After the Dead Sea swim, poor old Grommet was back in hill climbing mode and wheezing his way up the 400m climb to sea level. Blanca had chosen a scenic route to Jerusalem avoiding the motorway and taking in the Ein Feshka reserve and some of the Palestinian territories along the way. The route through the National Park was “interesting” to say the least and I wasn’t very happy with the possible prospect of “breaking” Grommet in the final stages of the trip, so much so that I even refused to let Blanca walk some of the more dangerous accents and descents. My reasoning was this; if you chose a high adrenaline route then we should at least enjoy it together! Well the park wasn’t very big and before we new it the “fun” was over and we were back on asphalt. It wasn’t difficult to tell that we were now in Palestinian territory, the road was in a poor state, there were now little shanty towns and informal settlements and scruffy looking children with small herds of goats wandering the hills which so typifies the third world. Some of these kids held out their hands as we drove by and shouted something in Arabic that I’m quite sure wasn’t welcome to the Palestinian Territories! Every now and again you pass by an Israeli settlement in this predominantly Palestinian area, they aren’t very difficult to spot, there the clean, tidy, uniform, new “German” style housing estates with the new cars behind the high wire fences, razor wire and watch towers and all the kids are in school and not grazing domesticated animals on the neat and tidy lawns.

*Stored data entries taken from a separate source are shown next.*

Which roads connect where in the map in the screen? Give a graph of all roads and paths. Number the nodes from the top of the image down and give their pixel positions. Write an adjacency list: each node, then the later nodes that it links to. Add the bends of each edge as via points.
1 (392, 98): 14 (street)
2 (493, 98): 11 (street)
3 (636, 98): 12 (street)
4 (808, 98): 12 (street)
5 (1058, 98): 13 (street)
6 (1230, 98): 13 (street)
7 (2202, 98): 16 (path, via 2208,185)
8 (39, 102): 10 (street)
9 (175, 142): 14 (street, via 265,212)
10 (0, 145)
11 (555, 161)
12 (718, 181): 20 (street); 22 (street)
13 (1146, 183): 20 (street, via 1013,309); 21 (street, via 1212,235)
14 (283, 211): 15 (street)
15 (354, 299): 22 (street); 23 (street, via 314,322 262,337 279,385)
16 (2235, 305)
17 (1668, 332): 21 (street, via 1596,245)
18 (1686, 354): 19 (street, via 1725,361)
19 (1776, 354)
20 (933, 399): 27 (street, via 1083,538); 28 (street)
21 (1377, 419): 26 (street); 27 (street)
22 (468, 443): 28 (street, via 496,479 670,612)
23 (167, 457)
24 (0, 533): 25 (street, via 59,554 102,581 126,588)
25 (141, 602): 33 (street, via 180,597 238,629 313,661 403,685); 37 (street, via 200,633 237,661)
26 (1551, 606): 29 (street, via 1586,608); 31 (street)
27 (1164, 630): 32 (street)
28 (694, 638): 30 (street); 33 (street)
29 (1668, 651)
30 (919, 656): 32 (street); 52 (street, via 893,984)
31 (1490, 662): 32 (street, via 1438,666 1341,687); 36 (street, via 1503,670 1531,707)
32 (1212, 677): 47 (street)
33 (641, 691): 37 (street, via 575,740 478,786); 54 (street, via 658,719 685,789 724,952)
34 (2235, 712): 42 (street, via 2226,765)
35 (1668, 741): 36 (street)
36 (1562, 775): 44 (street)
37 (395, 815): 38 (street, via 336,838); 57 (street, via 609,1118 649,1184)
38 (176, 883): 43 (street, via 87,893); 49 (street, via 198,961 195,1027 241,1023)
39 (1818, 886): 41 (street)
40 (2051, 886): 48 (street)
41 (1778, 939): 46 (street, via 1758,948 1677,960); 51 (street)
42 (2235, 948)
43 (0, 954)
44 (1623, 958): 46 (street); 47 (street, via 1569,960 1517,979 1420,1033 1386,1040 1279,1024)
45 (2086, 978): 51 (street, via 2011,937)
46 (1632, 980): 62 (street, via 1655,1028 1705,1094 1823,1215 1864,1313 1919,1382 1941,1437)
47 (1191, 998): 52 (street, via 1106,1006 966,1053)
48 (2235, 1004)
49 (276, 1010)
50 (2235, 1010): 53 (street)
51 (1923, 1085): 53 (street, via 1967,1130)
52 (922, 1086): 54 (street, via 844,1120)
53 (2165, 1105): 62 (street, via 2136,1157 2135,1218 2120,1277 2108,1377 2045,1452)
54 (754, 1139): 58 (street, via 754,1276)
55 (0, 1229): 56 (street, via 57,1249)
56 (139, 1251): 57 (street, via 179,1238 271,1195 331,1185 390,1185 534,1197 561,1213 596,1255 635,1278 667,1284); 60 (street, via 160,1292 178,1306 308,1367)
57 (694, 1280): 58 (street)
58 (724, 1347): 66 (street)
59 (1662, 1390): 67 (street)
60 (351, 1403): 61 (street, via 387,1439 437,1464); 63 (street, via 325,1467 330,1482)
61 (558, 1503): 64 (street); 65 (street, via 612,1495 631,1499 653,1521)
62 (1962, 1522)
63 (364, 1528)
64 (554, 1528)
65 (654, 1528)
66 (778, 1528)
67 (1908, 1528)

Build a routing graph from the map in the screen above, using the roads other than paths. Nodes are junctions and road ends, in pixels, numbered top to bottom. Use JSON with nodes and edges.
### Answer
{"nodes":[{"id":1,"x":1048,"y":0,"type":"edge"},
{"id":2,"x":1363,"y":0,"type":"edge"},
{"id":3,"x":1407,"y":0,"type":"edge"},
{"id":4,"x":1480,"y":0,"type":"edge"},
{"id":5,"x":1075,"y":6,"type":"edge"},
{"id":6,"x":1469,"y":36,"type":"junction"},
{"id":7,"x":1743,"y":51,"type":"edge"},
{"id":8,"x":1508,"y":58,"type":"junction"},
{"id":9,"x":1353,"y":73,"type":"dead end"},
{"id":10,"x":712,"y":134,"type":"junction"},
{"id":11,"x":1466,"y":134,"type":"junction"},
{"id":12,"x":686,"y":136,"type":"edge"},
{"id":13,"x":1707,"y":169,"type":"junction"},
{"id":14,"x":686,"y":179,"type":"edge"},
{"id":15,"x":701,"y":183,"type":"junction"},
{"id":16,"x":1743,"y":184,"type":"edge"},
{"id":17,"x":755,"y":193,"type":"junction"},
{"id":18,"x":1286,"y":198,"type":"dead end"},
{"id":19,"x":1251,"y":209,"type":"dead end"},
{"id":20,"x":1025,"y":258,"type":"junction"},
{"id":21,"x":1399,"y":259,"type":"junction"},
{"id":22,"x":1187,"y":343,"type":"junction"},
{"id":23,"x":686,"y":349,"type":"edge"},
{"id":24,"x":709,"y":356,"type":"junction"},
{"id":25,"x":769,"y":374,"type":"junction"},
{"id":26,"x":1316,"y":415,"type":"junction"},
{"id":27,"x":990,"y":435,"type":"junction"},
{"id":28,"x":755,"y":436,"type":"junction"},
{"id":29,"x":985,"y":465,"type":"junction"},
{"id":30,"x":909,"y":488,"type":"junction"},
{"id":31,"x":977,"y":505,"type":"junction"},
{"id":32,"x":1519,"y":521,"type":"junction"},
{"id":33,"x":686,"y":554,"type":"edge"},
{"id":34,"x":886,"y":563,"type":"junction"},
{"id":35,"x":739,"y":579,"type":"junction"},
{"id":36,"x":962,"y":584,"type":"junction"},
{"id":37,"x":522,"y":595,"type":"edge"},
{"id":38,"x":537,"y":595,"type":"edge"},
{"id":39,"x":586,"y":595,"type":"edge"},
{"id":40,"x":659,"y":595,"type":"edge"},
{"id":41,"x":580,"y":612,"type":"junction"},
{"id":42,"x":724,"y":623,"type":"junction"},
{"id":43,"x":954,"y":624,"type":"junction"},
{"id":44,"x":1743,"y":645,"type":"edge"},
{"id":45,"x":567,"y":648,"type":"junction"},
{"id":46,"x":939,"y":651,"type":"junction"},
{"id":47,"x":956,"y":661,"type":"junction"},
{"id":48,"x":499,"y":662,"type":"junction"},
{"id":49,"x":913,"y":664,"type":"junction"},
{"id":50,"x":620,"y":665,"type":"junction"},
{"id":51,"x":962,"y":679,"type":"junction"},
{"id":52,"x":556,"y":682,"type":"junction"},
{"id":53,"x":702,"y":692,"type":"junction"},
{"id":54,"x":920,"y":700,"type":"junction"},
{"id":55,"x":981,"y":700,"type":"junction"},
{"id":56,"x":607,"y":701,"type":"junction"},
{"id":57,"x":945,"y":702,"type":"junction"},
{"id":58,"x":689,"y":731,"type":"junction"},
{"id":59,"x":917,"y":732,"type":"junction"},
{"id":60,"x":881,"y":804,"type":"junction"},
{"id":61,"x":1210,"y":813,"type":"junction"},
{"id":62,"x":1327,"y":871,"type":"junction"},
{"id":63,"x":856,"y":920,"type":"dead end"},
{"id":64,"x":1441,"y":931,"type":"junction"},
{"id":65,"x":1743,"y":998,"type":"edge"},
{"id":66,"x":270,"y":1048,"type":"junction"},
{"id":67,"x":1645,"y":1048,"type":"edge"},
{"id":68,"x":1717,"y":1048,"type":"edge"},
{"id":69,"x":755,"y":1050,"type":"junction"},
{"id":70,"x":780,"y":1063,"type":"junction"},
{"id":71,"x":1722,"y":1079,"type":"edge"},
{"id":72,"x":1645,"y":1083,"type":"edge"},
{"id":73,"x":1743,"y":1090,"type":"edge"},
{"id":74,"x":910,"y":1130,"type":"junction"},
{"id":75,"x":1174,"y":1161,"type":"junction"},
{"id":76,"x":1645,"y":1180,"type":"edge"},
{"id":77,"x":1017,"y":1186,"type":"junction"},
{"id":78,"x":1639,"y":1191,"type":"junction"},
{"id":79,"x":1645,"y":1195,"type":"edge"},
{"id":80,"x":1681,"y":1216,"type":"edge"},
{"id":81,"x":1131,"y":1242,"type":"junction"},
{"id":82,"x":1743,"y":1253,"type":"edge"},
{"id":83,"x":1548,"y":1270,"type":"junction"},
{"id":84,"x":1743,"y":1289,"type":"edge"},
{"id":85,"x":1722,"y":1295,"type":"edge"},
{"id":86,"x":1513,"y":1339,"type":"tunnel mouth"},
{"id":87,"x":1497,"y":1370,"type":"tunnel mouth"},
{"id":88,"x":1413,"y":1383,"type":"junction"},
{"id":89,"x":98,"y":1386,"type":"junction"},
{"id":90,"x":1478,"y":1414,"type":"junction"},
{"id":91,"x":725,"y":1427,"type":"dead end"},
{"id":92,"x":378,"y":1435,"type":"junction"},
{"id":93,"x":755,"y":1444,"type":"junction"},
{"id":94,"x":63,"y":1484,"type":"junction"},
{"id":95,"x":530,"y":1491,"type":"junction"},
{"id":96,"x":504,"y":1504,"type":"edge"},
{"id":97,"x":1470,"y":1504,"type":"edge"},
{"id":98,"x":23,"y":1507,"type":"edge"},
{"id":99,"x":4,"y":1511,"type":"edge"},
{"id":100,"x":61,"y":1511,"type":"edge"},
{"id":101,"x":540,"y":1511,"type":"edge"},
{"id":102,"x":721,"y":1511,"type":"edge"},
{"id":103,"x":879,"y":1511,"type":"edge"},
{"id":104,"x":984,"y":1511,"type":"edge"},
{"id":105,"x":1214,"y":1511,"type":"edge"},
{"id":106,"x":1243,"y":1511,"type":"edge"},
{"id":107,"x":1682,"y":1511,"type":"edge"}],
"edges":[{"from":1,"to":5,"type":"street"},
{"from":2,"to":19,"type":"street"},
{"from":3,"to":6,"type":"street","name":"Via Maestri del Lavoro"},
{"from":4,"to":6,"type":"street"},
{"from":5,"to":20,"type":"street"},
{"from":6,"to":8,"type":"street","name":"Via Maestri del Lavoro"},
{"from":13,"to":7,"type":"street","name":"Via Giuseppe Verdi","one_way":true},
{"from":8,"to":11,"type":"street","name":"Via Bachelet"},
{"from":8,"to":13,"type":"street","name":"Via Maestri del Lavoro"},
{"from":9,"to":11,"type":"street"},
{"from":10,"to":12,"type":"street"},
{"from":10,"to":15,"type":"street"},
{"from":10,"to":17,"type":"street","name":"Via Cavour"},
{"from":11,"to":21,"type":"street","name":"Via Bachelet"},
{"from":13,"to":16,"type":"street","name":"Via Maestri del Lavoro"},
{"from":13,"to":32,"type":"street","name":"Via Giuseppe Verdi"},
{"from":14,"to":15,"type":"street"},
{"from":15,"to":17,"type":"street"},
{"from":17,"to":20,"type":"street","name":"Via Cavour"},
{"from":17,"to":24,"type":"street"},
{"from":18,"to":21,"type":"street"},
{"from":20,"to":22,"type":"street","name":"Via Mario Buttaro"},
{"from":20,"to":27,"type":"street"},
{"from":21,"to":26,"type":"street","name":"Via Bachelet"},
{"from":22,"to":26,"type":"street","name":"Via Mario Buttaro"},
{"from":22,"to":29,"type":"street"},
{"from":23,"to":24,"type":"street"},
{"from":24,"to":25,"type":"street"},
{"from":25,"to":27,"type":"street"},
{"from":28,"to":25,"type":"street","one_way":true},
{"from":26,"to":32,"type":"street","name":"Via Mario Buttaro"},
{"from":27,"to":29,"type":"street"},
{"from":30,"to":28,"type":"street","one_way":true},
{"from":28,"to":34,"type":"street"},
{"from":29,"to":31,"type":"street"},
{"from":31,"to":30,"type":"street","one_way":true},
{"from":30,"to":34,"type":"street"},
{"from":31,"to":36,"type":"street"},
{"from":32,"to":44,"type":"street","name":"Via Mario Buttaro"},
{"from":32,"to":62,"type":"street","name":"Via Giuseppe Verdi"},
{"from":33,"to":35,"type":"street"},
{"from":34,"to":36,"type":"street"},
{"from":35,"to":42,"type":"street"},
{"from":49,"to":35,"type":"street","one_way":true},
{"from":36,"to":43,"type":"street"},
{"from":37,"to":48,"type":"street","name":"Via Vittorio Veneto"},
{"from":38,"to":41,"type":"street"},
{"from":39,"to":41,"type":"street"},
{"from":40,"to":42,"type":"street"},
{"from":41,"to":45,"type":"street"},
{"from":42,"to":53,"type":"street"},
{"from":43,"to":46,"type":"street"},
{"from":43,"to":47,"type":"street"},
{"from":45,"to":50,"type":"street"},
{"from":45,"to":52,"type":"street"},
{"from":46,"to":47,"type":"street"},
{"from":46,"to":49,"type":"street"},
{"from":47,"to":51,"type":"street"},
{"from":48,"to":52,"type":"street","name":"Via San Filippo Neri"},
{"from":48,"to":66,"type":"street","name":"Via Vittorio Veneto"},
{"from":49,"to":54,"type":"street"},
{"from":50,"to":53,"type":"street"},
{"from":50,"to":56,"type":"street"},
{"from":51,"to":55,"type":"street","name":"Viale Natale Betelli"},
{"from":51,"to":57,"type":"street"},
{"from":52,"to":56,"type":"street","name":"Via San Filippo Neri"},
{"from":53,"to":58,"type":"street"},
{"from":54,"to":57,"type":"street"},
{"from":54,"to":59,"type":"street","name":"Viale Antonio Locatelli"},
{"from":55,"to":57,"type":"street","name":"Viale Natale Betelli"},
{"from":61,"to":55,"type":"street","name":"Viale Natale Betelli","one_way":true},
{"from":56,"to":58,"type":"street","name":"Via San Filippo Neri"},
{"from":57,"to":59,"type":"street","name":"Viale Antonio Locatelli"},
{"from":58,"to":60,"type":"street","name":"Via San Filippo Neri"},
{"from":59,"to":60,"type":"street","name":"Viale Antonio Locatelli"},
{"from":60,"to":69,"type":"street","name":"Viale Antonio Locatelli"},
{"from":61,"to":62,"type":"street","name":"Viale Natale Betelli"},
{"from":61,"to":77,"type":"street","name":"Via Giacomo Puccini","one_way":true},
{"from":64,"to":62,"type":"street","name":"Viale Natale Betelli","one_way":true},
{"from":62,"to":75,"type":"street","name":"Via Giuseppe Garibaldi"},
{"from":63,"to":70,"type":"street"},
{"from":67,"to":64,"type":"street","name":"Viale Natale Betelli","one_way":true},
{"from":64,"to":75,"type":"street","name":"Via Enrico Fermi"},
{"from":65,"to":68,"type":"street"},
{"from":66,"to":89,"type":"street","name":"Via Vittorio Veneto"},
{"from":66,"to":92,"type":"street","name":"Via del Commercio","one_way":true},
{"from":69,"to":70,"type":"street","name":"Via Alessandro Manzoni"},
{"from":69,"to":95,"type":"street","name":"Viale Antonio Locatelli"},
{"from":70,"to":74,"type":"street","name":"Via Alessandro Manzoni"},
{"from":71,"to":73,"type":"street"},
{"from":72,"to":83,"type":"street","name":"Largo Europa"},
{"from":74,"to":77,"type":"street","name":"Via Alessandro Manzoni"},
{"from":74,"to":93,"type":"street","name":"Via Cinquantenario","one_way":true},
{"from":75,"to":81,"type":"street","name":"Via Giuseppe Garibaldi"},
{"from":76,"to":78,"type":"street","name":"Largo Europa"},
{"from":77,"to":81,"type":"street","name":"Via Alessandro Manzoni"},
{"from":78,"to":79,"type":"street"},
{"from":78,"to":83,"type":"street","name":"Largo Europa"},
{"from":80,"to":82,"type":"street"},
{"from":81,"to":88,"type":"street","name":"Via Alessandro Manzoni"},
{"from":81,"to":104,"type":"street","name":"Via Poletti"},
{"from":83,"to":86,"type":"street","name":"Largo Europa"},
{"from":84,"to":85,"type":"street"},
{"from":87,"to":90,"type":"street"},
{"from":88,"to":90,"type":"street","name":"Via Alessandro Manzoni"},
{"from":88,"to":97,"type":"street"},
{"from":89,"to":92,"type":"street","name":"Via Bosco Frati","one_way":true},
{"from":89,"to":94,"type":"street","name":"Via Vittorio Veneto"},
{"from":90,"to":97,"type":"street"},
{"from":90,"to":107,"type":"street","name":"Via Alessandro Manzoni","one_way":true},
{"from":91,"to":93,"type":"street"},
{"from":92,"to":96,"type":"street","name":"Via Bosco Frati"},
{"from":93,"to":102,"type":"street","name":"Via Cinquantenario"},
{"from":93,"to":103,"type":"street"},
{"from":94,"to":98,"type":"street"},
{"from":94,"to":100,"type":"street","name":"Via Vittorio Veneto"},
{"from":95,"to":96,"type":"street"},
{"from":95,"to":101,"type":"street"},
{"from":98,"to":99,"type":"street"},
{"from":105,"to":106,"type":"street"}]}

We stopped just outside Jerusalem in a long line of traffic waiting to pass a check point, and as usual when in these situations there were all the usual questions were are you from? etc, etc, and welcome to Jerusalem plus a lot more that we didn’t understand because they were in Arabic but all apparently friendly and positive. We were a little intrigued when a passer by shouted “why aren’t you at the Jewish check point,” I took this to be a racist remark and replied “because I’m not Jewish!” To me a check point was just a check point regardless of race, religion, etc. The soldiers at the checkpoint didn’t seem too bothered that we were there and let us pass. With our map from tourist information in Eilat, the route to our hostel peered pretty straight forward except for the slight missing detail “The Wall.” Yet another “German” parallel going on, now there is an enormous Berlin style wall that separates the Palestinians from the Israelis and now us from our hostel! After following the wall for some considerable time it was becoming apparent that, apart from some kind of Steve McQueen’s “Great Escape” manoeuvre with the Grommet flying over the wall, getting to the other side was going to be a difficult task! Eventually we arrived at what appeared to be a huge green cage, similar to the ones you find in outdated zoo with some poor old lion in pacing back and forth, I dispatched Blanca to investigate. Blanca entered the “cage” and after some complicated communication with a bomb proof kiosk, was informed that we had just crossed through some of the most dangerous territory in the whole country and were extremely lucky to be still alive! Funny but everybody had seemed extremely friendly and welcoming and not a gunman or bomber in site. Oh, and the kiosk said that in order to cross to the “other side” we must go back the way we came to the first check point and if we “survive” explain to them were we want to go and they would show us the way. So we re-ran the gauntlet through the smiling welcoming and now confused people to join the queue of vehicles trying to exit through the check point. Eventually after a lot of explaining we were shown to a side road and allowed in to the Israeli side of the wall.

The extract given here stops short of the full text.